Look, a polar bear!’
He might be a Head of State, but even the President of Kiribati, His Excellency Anote Tong, could not hide his excitement at seeing one of these magnificent animals in the wild.’
The young male polar bear was sitting on an elevated rocky ledge looking down at us with curiosity – perhaps to see whether we might make a tasty lunch!
I was in the Arctic with President Tong of Kiribati on a Greenpeace ship because –just like the Arctic– his country is at grave risk from global warming. We had made landfall, so that President Tong could see at first hand, the retreat of a glacier.
It was the first trip to the Arctic for us both. What I saw was mind blowing; dramatic, crystal white and blue glaciers towering over the ocean – sights of unbelievable beauty. And then there was our friend the polar bear, as well as a pod of whales.

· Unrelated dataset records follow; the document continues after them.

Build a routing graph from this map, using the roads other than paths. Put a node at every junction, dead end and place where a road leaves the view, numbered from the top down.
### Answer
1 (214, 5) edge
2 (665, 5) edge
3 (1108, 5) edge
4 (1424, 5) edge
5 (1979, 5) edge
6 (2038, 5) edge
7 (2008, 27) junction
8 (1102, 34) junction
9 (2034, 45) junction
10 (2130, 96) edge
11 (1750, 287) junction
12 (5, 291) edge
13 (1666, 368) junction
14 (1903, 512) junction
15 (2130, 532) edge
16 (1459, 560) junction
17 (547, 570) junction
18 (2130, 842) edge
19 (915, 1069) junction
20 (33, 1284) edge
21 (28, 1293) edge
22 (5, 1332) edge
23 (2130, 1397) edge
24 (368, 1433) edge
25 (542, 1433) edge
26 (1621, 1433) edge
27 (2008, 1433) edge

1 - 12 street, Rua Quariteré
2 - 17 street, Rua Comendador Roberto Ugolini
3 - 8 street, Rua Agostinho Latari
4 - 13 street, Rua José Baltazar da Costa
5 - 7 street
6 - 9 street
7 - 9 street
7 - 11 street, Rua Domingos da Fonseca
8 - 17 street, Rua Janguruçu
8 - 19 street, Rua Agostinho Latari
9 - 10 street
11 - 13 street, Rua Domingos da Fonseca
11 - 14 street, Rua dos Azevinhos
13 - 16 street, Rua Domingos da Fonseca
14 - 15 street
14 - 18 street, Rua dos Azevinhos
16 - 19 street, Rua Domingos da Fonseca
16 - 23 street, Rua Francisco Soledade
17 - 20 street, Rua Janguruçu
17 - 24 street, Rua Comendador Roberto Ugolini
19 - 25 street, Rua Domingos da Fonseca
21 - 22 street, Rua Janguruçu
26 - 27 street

Beside me, President Tong looked out at the frozen northern horizon with deep respect and grave concern. For years, Anote Tong has been pressuring the international community to act on climate change, but this is the first time he’s come face to face with the melting region that’s drowning his country.
Sea levels are rising faster in Tong’s backyard than almost anywhere else in the world. With its scant soils already affected by the rising seas, Kiribati could become completely inundated. The President told me, “If nothing is done, Kiribati will be the first country to go underwater. By about 2030 we start disappearing. It’s really a matter of survival. You know, the projection of sea level rise is between half a metre to one metre. That’s serious for us… If we don’t do anything, we will not survive.”
For Anote Tong, the fate of the warming Arctic is not a matter of intellectual concern, but national survival.
And it’s not just the tiny island of Kiribati that should be worried. Coming back to Australia I was greeted with the news that scientists say it is 98% likely that last year’s heat wave was a product of global warming. This is our country, baking under unnatural heat driven by climate change.
What happens in the Arctic doesn’t stay in the Arctic. From the ice of the north, to the coral of the south, the fate of the Arctic is bound up with the fate of us all on our beautiful, irreplaceable planet.